◆ Problem details
Copy every line of the data that contains the string "lane".

◆ Stored data
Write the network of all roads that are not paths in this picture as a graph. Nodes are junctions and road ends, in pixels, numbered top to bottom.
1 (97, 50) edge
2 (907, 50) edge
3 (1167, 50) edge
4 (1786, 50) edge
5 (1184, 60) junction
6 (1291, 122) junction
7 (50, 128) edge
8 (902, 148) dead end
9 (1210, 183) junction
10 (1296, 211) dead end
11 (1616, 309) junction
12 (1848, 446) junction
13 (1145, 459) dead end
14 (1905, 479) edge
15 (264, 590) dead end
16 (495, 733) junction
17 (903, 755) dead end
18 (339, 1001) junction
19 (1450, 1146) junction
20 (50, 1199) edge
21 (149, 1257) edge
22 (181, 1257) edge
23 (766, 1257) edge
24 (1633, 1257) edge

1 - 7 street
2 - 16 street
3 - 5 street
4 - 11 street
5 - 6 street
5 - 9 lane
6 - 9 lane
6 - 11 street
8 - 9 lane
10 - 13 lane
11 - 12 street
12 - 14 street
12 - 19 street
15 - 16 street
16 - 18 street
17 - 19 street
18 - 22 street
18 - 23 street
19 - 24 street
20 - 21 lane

◆ Written response
5 - 9 lane
6 - 9 lane
8 - 9 lane
10 - 13 lane
20 - 21 lane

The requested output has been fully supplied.